(Dataset begins)

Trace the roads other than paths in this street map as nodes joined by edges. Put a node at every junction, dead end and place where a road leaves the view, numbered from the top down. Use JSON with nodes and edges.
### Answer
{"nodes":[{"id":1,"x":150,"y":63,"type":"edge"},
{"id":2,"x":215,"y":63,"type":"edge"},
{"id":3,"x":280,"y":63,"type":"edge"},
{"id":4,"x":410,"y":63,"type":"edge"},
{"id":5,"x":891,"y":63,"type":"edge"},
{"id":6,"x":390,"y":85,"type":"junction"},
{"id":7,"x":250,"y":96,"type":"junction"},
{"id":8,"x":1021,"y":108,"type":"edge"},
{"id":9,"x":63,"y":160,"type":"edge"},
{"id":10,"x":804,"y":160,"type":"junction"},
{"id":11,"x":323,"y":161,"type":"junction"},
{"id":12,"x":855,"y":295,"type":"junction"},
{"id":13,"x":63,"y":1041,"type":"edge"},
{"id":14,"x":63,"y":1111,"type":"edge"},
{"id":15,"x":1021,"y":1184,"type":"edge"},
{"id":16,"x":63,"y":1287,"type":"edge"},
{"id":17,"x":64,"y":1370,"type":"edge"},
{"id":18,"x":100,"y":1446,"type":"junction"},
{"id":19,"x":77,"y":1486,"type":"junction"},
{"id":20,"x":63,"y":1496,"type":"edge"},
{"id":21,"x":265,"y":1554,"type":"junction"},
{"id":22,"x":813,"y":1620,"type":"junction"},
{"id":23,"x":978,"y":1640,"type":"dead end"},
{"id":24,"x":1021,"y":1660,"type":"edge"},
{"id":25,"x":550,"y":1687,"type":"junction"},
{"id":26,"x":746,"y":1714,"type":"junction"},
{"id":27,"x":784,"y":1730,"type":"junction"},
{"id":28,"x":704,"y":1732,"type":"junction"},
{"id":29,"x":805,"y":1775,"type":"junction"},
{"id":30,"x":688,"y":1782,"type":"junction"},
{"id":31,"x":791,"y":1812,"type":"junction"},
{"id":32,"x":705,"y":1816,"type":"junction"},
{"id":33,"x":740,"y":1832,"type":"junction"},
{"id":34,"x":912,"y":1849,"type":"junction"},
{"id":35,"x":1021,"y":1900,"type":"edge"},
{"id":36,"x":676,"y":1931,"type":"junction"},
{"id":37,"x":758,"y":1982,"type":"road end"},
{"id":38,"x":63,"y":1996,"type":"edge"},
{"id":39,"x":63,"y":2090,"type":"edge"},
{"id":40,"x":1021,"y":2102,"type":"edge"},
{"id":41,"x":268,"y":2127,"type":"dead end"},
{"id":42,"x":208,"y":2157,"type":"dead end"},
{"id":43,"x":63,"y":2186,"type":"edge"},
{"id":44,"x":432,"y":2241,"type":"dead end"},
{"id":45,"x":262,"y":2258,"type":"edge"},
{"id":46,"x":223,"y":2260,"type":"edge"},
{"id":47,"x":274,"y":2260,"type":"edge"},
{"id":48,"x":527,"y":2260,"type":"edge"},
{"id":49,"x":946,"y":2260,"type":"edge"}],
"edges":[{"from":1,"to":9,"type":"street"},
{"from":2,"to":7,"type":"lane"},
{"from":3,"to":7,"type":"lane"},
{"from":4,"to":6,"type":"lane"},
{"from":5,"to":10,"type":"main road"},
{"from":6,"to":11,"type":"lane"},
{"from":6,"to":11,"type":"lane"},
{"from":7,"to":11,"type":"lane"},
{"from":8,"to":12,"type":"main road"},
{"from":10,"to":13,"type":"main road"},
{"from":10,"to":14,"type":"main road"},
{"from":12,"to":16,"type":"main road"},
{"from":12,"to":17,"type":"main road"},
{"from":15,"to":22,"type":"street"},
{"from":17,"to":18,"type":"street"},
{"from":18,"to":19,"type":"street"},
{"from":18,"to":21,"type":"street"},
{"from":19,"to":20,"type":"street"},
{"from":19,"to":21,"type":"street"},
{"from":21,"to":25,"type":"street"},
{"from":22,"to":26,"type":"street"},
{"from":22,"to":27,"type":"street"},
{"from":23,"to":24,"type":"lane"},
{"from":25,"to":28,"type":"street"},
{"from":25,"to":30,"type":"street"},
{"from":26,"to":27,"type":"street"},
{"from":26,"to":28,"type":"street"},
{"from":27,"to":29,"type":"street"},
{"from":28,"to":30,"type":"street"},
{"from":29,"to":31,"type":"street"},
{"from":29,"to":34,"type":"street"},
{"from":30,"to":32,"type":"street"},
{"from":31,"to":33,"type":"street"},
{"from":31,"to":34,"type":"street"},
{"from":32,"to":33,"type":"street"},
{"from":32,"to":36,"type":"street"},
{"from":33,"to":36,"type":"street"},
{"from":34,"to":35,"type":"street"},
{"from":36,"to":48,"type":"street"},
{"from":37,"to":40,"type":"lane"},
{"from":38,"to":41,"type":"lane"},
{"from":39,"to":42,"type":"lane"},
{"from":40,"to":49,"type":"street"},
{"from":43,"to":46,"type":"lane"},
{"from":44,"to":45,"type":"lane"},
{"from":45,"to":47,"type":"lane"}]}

(Dataset ends)

__Action item__.
Print out each record above exactly, with nothing omitted.

__Answer to this task__.
Trace the roads other than paths in this street map as nodes joined by edges. Put a node at every junction, dead end and place where a road leaves the view, numbered from the top down. Use JSON with nodes and edges.
### Answer
{"nodes":[{"id":1,"x":150,"y":63,"type":"edge"},
{"id":2,"x":215,"y":63,"type":"edge"},
{"id":3,"x":280,"y":63,"type":"edge"},
{"id":4,"x":410,"y":63,"type":"edge"},
{"id":5,"x":891,"y":63,"type":"edge"},
{"id":6,"x":390,"y":85,"type":"junction"},
{"id":7,"x":250,"y":96,"type":"junction"},
{"id":8,"x":1021,"y":108,"type":"edge"},
{"id":9,"x":63,"y":160,"type":"edge"},
{"id":10,"x":804,"y":160,"type":"junction"},
{"id":11,"x":323,"y":161,"type":"junction"},
{"id":12,"x":855,"y":295,"type":"junction"},
{"id":13,"x":63,"y":1041,"type":"edge"},
{"id":14,"x":63,"y":1111,"type":"edge"},
{"id":15,"x":1021,"y":1184,"type":"edge"},
{"id":16,"x":63,"y":1287,"type":"edge"},
{"id":17,"x":64,"y":1370,"type":"edge"},
{"id":18,"x":100,"y":1446,"type":"junction"},
{"id":19,"x":77,"y":1486,"type":"junction"},
{"id":20,"x":63,"y":1496,"type":"edge"},
{"id":21,"x":265,"y":1554,"type":"junction"},
{"id":22,"x":813,"y":1620,"type":"junction"},
{"id":23,"x":978,"y":1640,"type":"dead end"},
{"id":24,"x":1021,"y":1660,"type":"edge"},
{"id":25,"x":550,"y":1687,"type":"junction"},
{"id":26,"x":746,"y":1714,"type":"junction"},
{"id":27,"x":784,"y":1730,"type":"junction"},
{"id":28,"x":704,"y":1732,"type":"junction"},
{"id":29,"x":805,"y":1775,"type":"junction"},
{"id":30,"x":688,"y":1782,"type":"junction"},
{"id":31,"x":791,"y":1812,"type":"junction"},
{"id":32,"x":705,"y":1816,"type":"junction"},
{"id":33,"x":740,"y":1832,"type":"junction"},
{"id":34,"x":912,"y":1849,"type":"junction"},
{"id":35,"x":1021,"y":1900,"type":"edge"},
{"id":36,"x":676,"y":1931,"type":"junction"},
{"id":37,"x":758,"y":1982,"type":"road end"},
{"id":38,"x":63,"y":1996,"type":"edge"},
{"id":39,"x":63,"y":2090,"type":"edge"},
{"id":40,"x":1021,"y":2102,"type":"edge"},
{"id":41,"x":268,"y":2127,"type":"dead end"},
{"id":42,"x":208,"y":2157,"type":"dead end"},
{"id":43,"x":63,"y":2186,"type":"edge"},
{"id":44,"x":432,"y":2241,"type":"dead end"},
{"id":45,"x":262,"y":2258,"type":"edge"},
{"id":46,"x":223,"y":2260,"type":"edge"},
{"id":47,"x":274,"y":2260,"type":"edge"},
{"id":48,"x":527,"y":2260,"type":"edge"},
{"id":49,"x":946,"y":2260,"type":"edge"}],
"edges":[{"from":1,"to":9,"type":"street"},
{"from":2,"to":7,"type":"lane"},
{"from":3,"to":7,"type":"lane"},
{"from":4,"to":6,"type":"lane"},
{"from":5,"to":10,"type":"main road"},
{"from":6,"to":11,"type":"lane"},
{"from":6,"to":11,"type":"lane"},
{"from":7,"to":11,"type":"lane"},
{"from":8,"to":12,"type":"main road"},
{"from":10,"to":13,"type":"main road"},
{"from":10,"to":14,"type":"main road"},
{"from":12,"to":16,"type":"main road"},
{"from":12,"to":17,"type":"main road"},
{"from":15,"to":22,"type":"street"},
{"from":17,"to":18,"type":"street"},
{"from":18,"to":19,"type":"street"},
{"from":18,"to":21,"type":"street"},
{"from":19,"to":20,"type":"street"},
{"from":19,"to":21,"type":"street"},
{"from":21,"to":25,"type":"street"},
{"from":22,"to":26,"type":"street"},
{"from":22,"to":27,"type":"street"},
{"from":23,"to":24,"type":"lane"},
{"from":25,"to":28,"type":"street"},
{"from":25,"to":30,"type":"street"},
{"from":26,"to":27,"type":"street"},
{"from":26,"to":28,"type":"street"},
{"from":27,"to":29,"type":"street"},
{"from":28,"to":30,"type":"street"},
{"from":29,"to":31,"type":"street"},
{"from":29,"to":34,"type":"street"},
{"from":30,"to":32,"type":"street"},
{"from":31,"to":33,"type":"street"},
{"from":31,"to":34,"type":"street"},
{"from":32,"to":33,"type":"street"},
{"from":32,"to":36,"type":"street"},
{"from":33,"to":36,"type":"street"},
{"from":34,"to":35,"type":"street"},
{"from":36,"to":48,"type":"street"},
{"from":37,"to":40,"type":"lane"},
{"from":38,"to":41,"type":"lane"},
{"from":39,"to":42,"type":"lane"},
{"from":40,"to":49,"type":"street"},
{"from":43,"to":46,"type":"lane"},
{"from":44,"to":45,"type":"lane"},
{"from":45,"to":47,"type":"lane"}]}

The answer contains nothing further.